__Task description__:
Type out all the data below, word for word.

__Data to examine__:
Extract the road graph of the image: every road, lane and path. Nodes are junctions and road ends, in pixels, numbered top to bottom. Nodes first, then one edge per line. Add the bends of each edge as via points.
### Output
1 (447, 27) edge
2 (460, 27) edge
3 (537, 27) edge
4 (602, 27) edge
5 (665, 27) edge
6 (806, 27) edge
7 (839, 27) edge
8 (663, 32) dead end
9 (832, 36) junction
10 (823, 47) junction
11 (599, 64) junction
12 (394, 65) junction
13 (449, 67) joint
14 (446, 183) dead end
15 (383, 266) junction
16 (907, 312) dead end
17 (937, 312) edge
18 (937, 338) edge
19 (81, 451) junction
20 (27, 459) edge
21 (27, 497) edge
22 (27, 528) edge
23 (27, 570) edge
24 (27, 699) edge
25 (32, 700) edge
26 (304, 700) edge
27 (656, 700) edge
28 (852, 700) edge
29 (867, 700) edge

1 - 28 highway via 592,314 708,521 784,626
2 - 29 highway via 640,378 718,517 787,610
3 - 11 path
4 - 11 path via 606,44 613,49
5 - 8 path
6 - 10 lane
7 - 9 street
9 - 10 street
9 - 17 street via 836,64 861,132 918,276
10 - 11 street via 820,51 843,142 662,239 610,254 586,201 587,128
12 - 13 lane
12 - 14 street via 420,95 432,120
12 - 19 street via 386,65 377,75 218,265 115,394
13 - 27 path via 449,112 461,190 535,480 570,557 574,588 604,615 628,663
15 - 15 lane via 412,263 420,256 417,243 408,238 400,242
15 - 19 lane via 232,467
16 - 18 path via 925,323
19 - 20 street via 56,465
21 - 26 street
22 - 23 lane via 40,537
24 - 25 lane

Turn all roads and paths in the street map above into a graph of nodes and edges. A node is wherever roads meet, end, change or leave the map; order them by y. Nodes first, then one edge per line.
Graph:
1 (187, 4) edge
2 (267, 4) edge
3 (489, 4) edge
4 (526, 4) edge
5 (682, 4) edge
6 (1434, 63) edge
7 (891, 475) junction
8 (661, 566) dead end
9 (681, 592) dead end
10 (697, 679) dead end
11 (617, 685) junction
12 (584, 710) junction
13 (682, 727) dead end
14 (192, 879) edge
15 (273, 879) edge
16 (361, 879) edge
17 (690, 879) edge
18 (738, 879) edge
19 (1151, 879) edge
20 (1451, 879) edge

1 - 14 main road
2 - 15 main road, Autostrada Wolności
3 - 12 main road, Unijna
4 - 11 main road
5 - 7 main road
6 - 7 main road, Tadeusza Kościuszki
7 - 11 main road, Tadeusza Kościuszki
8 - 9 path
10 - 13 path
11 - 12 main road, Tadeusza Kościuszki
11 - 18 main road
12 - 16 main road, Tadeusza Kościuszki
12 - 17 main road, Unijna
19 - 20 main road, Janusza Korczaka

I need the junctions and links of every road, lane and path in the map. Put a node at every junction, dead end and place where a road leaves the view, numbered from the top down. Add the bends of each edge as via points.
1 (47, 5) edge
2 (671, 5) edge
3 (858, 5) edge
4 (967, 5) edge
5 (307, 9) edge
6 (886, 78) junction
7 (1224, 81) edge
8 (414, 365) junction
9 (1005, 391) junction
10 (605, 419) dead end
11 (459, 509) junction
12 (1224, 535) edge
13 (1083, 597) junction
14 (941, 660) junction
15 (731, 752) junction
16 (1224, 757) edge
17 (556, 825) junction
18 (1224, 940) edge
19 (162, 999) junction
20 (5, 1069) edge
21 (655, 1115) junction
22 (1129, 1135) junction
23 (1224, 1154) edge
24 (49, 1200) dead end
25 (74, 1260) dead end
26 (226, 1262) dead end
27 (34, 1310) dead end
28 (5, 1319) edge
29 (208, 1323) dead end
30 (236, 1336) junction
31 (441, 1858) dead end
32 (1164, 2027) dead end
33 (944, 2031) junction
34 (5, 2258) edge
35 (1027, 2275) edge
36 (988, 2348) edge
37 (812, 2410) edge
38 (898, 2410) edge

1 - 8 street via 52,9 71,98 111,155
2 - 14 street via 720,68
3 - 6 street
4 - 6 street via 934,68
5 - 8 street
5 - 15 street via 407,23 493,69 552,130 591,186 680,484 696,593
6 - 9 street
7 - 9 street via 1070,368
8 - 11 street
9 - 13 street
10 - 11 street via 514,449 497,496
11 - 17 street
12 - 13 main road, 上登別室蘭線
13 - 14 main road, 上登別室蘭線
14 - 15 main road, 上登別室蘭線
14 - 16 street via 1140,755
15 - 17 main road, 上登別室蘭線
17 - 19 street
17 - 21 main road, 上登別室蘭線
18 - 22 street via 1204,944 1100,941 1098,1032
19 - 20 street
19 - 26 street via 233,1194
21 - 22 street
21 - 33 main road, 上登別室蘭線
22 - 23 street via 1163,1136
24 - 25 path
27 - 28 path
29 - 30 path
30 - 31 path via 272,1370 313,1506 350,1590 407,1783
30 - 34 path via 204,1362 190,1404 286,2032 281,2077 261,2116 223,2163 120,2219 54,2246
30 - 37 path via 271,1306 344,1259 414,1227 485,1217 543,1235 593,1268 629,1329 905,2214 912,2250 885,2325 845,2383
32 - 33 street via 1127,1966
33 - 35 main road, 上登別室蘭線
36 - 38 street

__Exercise result__:
Extract the road graph of the image: every road, lane and path. Nodes are junctions and road ends, in pixels, numbered top to bottom. Nodes first, then one edge per line. Add the bends of each edge as via points.
### Output
1 (447, 27) edge
2 (460, 27) edge
3 (537, 27) edge
4 (602, 27) edge
5 (665, 27) edge
6 (806, 27) edge
7 (839, 27) edge
8 (663, 32) dead end
9 (832, 36) junction
10 (823, 47) junction
11 (599, 64) junction
12 (394, 65) junction
13 (449, 67) joint
14 (446, 183) dead end
15 (383, 266) junction
16 (907, 312) dead end
17 (937, 312) edge
18 (937, 338) edge
19 (81, 451) junction
20 (27, 459) edge
21 (27, 497) edge
22 (27, 528) edge
23 (27, 570) edge
24 (27, 699) edge
25 (32, 700) edge
26 (304, 700) edge
27 (656, 700) edge
28 (852, 700) edge
29 (867, 700) edge

1 - 28 highway via 592,314 708,521 784,626
2 - 29 highway via 640,378 718,517 787,610
3 - 11 path
4 - 11 path via 606,44 613,49
5 - 8 path
6 - 10 lane
7 - 9 street
9 - 10 street
9 - 17 street via 836,64 861,132 918,276
10 - 11 street via 820,51 843,142 662,239 610,254 586,201 587,128
12 - 13 lane
12 - 14 street via 420,95 432,120
12 - 19 street via 386,65 377,75 218,265 115,394
13 - 27 path via 449,112 461,190 535,480 570,557 574,588 604,615 628,663
15 - 15 lane via 412,263 420,256 417,243 408,238 400,242
15 - 19 lane via 232,467
16 - 18 path via 925,323
19 - 20 street via 56,465
21 - 26 street
22 - 23 lane via 40,537
24 - 25 lane

Turn all roads and paths in the street map above into a graph of nodes and edges. A node is wherever roads meet, end, change or leave the map; order them by y. Nodes first, then one edge per line.
Graph:
1 (187, 4) edge
2 (267, 4) edge
3 (489, 4) edge
4 (526, 4) edge
5 (682, 4) edge
6 (1434, 63) edge
7 (891, 475) junction
8 (661, 566) dead end
9 (681, 592) dead end
10 (697, 679) dead end
11 (617, 685) junction
12 (584, 710) junction
13 (682, 727) dead end
14 (192, 879) edge
15 (273, 879) edge
16 (361, 879) edge
17 (690, 879) edge
18 (738, 879) edge
19 (1151, 879) edge
20 (1451, 879) edge

1 - 14 main road
2 - 15 main road, Autostrada Wolności
3 - 12 main road, Unijna
4 - 11 main road
5 - 7 main road
6 - 7 main road, Tadeusza Kościuszki
7 - 11 main road, Tadeusza Kościuszki
8 - 9 path
10 - 13 path
11 - 12 main road, Tadeusza Kościuszki
11 - 18 main road
12 - 16 main road, Tadeusza Kościuszki
12 - 17 main road, Unijna
19 - 20 main road, Janusza Korczaka

I need the junctions and links of every road, lane and path in the map. Put a node at every junction, dead end and place where a road leaves the view, numbered from the top down. Add the bends of each edge as via points.
1 (47, 5) edge
2 (671, 5) edge
3 (858, 5) edge
4 (967, 5) edge
5 (307, 9) edge
6 (886, 78) junction
7 (1224, 81) edge
8 (414, 365) junction
9 (1005, 391) junction
10 (605, 419) dead end
11 (459, 509) junction
12 (1224, 535) edge
13 (1083, 597) junction
14 (941, 660) junction
15 (731, 752) junction
16 (1224, 757) edge
17 (556, 825) junction
18 (1224, 940) edge
19 (162, 999) junction
20 (5, 1069) edge
21 (655, 1115) junction
22 (1129, 1135) junction
23 (1224, 1154) edge
24 (49, 1200) dead end
25 (74, 1260) dead end
26 (226, 1262) dead end
27 (34, 1310) dead end
28 (5, 1319) edge
29 (208, 1323) dead end
30 (236, 1336) junction
31 (441, 1858) dead end
32 (1164, 2027) dead end
33 (944, 2031) junction
34 (5, 2258) edge
35 (1027, 2275) edge
36 (988, 2348) edge
37 (812, 2410) edge
38 (898, 2410) edge

1 - 8 street via 52,9 71,98 111,155
2 - 14 street via 720,68
3 - 6 street
4 - 6 street via 934,68
5 - 8 street
5 - 15 street via 407,23 493,69 552,130 591,186 680,484 696,593
6 - 9 street
7 - 9 street via 1070,368
8 - 11 street
9 - 13 street
10 - 11 street via 514,449 497,496
11 - 17 street
12 - 13 main road, 上登別室蘭線
13 - 14 main road, 上登別室蘭線
14 - 15 main road, 上登別室蘭線
14 - 16 street via 1140,755
15 - 17 main road, 上登別室蘭線
17 - 19 street
17 - 21 main road, 上登別室蘭線
18 - 22 street via 1204,944 1100,941 1098,1032
19 - 20 street
19 - 26 street via 233,1194
21 - 22 street
21 - 33 main road, 上登別室蘭線
22 - 23 street via 1163,1136
24 - 25 path
27 - 28 path
29 - 30 path
30 - 31 path via 272,1370 313,1506 350,1590 407,1783
30 - 34 path via 204,1362 190,1404 286,2032 281,2077 261,2116 223,2163 120,2219 54,2246
30 - 37 path via 271,1306 344,1259 414,1227 485,1217 543,1235 593,1268 629,1329 905,2214 912,2250 885,2325 845,2383
32 - 33 street via 1127,1966
33 - 35 main road, 上登別室蘭線
36 - 38 street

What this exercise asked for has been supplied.